A RISE in interest rates risks undermining relations between banks and their customers unless anxious mortgage borrowers are properly prepared, Ross McEwan has said.

The RBS chief executive told bankers in London more than 1.5 million borrowers had bought their home since 2007 so had never experienced a rate rise, including over half of RBS and NatWest mortgage customers.

"While the combination of falling unemployment and falling inflation makes calling the timing of any increase in the base rate very difficult, we know it is something very much on the minds of our customers," Mr McEwan said.

"Recent speculation that rate rises may be pushed back will not remove worry."

He said there was a "huge amount of noise and commentary around rates" which left many customers confused about what impact changes in rates may have on them.

"This causes understandable anxiety which adds further strain to the relationships banks have with their customers."

Mr McEwan told the British Bankers Association annual conference bankers could not rely on the fact most banks had stress-tested customers' affordability against a significant rise in interest rates of up to seven per cent.

He said the bank would sponsor a major piece of research into how the public access, assess, and act on information about interest rates in the economy.

"We want to explore these issues in detail and we will share our findings with the FCA and with consumer groups for the benefit of the wider industry, before the end of the year."

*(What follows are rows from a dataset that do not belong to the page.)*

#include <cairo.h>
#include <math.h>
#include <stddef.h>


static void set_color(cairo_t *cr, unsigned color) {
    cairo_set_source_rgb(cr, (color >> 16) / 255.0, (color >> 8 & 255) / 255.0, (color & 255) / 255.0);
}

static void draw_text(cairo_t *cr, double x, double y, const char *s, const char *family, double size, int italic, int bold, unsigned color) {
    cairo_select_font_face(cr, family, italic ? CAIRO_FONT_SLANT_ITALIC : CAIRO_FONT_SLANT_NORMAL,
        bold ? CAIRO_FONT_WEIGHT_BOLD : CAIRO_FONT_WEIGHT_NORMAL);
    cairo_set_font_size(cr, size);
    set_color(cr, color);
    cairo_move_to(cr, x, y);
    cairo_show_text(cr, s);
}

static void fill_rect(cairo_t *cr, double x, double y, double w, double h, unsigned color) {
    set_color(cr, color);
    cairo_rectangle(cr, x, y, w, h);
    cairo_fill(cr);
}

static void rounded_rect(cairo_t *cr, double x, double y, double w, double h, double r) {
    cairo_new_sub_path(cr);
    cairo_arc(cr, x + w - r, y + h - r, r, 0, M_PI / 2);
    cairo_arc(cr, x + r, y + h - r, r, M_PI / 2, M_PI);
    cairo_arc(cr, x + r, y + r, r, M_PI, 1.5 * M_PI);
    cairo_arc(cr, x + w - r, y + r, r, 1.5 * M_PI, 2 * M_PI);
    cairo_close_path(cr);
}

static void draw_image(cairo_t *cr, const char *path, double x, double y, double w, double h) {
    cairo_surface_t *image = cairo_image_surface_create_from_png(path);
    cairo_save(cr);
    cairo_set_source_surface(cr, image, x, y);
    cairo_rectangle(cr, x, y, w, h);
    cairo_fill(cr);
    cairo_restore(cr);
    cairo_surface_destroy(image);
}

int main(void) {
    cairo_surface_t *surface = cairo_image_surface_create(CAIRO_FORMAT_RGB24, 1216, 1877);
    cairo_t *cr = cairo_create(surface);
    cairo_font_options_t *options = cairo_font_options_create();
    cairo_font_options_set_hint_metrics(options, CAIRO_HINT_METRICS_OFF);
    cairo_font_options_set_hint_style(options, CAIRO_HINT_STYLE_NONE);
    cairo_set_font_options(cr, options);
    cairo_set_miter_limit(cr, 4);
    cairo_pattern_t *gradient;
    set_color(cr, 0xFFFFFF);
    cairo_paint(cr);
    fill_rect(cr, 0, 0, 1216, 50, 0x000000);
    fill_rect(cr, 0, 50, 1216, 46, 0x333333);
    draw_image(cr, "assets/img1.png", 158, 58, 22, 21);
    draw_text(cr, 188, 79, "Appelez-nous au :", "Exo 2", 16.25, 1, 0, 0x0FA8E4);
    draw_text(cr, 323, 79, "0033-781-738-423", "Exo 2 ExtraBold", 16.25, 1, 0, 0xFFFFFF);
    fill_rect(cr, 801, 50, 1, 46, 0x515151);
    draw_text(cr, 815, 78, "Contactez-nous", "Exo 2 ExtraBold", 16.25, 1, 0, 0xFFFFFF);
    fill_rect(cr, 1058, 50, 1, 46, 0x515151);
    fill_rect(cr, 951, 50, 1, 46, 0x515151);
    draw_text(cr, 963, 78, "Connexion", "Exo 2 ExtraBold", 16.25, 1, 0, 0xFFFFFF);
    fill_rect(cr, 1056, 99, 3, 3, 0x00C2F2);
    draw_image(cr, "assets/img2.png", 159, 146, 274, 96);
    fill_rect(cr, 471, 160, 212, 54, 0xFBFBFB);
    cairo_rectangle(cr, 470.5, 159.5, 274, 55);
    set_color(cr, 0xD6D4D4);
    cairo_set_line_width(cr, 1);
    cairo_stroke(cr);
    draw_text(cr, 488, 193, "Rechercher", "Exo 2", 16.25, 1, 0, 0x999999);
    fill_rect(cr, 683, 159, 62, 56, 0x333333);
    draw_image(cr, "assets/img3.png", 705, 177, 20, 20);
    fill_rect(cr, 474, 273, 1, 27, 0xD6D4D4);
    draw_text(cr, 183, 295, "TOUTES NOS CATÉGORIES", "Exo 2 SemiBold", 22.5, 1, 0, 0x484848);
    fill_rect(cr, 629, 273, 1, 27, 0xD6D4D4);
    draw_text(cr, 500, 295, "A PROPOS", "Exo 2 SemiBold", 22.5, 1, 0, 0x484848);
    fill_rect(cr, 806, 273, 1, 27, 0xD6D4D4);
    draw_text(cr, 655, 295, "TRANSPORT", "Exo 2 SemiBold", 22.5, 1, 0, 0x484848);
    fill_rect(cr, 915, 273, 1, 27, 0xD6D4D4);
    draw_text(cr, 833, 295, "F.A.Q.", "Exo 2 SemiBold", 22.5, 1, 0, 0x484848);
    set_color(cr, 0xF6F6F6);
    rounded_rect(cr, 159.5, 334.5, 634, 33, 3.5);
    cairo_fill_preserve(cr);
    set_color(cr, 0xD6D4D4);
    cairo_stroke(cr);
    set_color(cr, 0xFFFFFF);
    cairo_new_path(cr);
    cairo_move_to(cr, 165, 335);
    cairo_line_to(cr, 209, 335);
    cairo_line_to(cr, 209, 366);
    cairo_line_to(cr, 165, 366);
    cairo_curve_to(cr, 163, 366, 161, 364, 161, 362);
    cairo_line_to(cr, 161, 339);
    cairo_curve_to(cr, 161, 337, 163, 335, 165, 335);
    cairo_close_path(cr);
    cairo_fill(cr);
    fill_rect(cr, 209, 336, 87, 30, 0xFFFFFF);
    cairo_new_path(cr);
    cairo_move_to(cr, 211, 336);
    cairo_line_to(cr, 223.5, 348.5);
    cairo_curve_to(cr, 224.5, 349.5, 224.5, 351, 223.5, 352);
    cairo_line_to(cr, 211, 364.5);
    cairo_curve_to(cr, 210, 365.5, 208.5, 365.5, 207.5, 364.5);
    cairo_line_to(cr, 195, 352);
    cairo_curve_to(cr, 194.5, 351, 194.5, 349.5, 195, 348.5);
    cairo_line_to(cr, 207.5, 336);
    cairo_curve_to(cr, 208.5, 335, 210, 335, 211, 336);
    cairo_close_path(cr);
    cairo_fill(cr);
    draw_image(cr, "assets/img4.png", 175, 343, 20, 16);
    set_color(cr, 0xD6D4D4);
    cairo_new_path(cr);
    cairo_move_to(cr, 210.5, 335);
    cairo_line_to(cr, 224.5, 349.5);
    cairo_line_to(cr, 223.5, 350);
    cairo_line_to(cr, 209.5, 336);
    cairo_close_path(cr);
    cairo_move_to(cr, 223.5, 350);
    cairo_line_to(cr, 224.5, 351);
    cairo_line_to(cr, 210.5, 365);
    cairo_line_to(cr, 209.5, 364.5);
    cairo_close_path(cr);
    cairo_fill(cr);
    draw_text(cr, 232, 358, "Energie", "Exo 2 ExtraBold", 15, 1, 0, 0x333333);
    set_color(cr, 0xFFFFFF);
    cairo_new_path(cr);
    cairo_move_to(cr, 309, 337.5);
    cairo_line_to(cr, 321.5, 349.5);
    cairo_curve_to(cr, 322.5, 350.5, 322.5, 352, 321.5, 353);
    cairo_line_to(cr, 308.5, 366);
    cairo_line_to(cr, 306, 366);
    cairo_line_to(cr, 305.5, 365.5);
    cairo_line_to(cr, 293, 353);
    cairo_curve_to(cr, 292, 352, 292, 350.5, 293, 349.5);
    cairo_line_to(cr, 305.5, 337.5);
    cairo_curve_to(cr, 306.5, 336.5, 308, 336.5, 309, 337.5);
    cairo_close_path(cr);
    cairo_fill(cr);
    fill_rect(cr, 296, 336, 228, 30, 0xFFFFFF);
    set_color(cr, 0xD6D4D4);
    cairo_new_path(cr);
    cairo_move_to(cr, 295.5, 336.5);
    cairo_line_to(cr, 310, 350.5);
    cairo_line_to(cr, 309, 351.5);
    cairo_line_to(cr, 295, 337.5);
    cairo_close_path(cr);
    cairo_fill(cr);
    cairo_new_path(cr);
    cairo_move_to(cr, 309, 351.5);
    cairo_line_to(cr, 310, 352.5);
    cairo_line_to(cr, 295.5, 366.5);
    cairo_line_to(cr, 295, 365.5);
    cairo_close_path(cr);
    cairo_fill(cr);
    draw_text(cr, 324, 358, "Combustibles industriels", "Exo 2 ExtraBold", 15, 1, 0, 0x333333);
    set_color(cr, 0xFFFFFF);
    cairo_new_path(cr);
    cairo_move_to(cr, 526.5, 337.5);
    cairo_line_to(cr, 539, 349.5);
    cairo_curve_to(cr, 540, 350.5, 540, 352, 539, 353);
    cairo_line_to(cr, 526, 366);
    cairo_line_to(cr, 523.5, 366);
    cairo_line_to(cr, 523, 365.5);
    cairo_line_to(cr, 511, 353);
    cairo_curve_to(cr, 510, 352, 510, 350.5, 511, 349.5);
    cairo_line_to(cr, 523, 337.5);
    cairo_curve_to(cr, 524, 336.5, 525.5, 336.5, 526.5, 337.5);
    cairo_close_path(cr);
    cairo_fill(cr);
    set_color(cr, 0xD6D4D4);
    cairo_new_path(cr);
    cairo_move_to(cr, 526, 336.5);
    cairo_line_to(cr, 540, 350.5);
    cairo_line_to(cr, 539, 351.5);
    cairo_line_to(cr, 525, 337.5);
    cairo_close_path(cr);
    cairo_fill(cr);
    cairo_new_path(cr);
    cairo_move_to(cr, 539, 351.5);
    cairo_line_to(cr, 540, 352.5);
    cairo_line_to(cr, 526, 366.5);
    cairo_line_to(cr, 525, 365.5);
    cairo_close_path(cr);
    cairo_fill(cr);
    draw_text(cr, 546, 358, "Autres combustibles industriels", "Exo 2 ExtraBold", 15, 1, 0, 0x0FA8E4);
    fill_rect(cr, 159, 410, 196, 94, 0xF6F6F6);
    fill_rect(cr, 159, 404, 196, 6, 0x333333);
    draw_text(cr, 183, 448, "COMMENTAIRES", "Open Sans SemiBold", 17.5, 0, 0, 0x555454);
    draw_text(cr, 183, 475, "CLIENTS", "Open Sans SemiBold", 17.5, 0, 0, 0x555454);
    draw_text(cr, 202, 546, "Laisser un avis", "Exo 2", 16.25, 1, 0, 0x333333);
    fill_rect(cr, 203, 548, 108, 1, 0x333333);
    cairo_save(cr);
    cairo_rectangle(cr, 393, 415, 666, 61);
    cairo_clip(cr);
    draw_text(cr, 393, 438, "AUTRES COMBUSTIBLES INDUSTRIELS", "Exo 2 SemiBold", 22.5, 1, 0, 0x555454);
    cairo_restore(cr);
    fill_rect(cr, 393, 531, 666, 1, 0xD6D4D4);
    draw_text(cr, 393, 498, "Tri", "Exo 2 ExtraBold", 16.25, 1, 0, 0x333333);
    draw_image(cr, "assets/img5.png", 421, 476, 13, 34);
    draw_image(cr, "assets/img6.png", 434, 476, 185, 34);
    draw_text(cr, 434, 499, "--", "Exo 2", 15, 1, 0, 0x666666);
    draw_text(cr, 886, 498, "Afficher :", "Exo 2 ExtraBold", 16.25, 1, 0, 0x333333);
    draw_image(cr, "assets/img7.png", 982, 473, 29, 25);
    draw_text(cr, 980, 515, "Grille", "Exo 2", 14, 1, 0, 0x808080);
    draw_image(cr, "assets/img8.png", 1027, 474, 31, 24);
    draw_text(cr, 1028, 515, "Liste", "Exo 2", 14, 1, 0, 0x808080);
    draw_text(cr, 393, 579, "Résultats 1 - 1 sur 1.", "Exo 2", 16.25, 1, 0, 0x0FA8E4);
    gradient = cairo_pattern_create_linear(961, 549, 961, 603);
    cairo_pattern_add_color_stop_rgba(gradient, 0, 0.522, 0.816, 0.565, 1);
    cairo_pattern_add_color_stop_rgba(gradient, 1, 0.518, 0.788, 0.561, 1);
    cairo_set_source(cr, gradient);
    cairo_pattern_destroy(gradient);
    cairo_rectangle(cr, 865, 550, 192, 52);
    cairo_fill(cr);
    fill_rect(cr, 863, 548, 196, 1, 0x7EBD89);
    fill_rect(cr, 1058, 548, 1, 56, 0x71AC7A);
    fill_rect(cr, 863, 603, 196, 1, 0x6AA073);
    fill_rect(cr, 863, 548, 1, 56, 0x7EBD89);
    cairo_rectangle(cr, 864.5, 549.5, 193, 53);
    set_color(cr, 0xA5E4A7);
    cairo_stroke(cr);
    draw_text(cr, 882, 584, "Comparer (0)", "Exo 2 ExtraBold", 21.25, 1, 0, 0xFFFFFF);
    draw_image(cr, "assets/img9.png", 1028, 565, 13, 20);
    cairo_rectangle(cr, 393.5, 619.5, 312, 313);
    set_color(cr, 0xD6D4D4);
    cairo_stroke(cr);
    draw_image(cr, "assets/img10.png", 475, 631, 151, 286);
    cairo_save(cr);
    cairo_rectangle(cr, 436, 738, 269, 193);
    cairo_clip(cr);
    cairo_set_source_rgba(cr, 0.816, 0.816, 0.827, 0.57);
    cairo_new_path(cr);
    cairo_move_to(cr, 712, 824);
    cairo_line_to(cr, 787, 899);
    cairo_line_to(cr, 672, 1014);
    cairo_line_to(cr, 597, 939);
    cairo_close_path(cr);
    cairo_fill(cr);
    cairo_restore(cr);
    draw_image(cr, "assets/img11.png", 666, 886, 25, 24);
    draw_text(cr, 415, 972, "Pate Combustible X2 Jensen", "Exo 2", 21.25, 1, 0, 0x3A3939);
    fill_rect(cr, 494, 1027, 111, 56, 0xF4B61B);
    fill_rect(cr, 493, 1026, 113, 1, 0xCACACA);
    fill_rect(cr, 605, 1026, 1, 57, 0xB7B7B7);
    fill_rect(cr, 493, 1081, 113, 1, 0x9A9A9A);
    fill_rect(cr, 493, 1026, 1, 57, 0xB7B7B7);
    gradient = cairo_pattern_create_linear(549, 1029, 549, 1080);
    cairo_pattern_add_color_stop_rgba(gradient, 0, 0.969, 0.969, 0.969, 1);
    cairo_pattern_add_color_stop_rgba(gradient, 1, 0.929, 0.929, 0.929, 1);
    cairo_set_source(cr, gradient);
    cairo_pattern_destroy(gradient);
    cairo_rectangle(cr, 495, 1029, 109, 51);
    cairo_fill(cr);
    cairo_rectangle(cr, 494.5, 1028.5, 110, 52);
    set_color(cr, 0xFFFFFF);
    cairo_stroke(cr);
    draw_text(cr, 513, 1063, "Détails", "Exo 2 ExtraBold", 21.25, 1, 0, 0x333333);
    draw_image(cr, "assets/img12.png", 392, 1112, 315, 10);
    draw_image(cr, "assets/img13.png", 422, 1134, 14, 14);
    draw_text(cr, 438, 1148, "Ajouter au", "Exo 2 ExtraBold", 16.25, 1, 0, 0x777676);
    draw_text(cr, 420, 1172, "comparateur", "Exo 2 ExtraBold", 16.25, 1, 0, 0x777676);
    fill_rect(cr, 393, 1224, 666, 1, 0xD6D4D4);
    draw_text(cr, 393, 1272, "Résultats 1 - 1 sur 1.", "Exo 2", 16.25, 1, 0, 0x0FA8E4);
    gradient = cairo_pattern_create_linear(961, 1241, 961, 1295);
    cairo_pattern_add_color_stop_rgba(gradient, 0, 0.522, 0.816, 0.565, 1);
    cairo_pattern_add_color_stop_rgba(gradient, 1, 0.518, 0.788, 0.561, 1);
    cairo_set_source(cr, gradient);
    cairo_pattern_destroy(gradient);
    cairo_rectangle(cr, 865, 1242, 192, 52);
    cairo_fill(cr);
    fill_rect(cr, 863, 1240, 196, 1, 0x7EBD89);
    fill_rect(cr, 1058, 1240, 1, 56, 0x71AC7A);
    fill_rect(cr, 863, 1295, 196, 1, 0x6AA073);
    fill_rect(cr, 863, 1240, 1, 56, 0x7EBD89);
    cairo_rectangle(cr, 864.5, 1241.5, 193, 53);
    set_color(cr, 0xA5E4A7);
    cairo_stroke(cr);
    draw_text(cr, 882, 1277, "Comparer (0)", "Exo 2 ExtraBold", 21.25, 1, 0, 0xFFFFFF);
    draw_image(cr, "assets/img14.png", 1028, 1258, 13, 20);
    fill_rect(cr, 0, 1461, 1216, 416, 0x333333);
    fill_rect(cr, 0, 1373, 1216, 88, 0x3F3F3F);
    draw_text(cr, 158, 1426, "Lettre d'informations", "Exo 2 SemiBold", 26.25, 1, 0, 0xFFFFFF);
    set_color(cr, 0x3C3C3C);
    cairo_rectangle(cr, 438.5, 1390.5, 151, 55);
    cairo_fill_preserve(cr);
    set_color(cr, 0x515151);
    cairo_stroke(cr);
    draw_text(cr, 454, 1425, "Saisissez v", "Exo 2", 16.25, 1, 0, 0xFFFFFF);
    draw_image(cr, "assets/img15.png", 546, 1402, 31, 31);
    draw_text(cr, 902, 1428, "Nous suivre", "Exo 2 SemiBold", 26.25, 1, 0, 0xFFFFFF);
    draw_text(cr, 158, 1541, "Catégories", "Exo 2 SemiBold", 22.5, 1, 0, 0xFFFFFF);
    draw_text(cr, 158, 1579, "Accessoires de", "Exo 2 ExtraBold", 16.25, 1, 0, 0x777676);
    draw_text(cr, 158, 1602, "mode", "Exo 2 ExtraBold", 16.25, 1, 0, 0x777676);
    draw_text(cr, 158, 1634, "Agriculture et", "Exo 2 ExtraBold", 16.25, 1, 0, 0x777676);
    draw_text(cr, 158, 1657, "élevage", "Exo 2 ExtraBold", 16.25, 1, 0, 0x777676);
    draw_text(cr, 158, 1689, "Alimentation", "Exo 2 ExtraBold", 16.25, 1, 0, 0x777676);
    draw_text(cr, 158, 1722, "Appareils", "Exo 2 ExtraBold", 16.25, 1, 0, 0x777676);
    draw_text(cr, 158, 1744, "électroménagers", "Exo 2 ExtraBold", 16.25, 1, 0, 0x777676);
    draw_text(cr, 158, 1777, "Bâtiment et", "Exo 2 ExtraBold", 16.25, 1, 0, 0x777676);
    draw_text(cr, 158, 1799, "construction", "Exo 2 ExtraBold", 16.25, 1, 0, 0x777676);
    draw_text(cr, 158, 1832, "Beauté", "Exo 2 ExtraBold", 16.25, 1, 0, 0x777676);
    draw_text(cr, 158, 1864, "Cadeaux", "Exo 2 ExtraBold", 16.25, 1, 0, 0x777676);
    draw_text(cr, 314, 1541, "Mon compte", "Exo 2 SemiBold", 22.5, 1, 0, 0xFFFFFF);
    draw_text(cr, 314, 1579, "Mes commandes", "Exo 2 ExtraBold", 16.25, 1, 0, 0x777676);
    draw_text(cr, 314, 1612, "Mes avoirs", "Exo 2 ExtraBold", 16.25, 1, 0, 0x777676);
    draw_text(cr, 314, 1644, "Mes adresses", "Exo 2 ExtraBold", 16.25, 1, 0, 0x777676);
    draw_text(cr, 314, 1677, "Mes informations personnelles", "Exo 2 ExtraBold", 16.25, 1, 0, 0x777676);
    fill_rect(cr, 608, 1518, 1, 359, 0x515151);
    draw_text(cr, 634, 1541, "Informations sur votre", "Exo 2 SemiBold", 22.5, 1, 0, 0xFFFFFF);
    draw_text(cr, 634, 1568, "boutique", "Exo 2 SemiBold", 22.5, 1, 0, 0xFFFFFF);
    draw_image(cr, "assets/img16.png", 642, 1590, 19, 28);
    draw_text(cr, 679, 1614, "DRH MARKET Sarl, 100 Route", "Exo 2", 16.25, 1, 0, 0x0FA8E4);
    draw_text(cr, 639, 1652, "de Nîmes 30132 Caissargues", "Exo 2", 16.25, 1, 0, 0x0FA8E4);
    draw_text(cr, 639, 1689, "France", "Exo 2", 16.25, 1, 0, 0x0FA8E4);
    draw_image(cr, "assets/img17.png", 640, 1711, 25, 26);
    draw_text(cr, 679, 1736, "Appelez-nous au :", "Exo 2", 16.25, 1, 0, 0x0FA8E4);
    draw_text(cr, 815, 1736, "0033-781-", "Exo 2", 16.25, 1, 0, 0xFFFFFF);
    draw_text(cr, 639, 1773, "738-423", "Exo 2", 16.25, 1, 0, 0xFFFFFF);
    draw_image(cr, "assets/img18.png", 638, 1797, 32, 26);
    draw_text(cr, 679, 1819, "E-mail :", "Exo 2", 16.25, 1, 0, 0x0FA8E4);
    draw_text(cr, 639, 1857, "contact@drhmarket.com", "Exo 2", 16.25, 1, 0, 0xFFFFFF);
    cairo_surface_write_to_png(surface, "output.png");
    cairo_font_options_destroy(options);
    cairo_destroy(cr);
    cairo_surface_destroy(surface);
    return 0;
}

The leader of the 81 per cent state-owned bank told the conference, which had earlier been addressed by David Cameron, that the bank was still grappling with the legacy of the past .

"We must get through a slate of conduct and litigation issues at RBS, relating to foreign exchange, our 2012 IT problems, US mortgage-backed securities, and our treatment of distressed SME customers."

He went on: "And none of us have yet found a way to grapple with the great weight on our reputation - the way we pay our employees.

"We have already announced that short-term bonuses will no longer be paid to me or any member of my executive committee, but I believe more work is needed to challenge the bonus culture that has done such great damage to the image and conduct of retail and commercial banking in the UK."

Mr McEwan said: "We have spent far too long arguing about regulation, defending poor customer service, and refusing to recognise that putting customers first should be treated like a fiduciary responsibility in banking."

He said RBS was "no longer competing with other banks in a number of areas" such as zero per cent credit card offers, products with teaser rates , and "new products so clever that they require pages and pages of small print to even begin to understand".

The RBS leader said the industry must end its complacency around complaints. "In just the first half of this year 2.5 million customer complaints were filed in UK banking. That is nothing short of appalling - any other industry would regard this as a crisis and that is the seriousness with which we should regard it."

TSB Banking Group's chairman Will Samuel said the bank wants the Competition and Markets Authority to launch a full-blown investigation of the sector.

"We hope the CMA will push ahead with a full market review focusing on substantive structural reforms as well as behavioural remedies," he told conference. "What we want to see is effective competition in retail banking."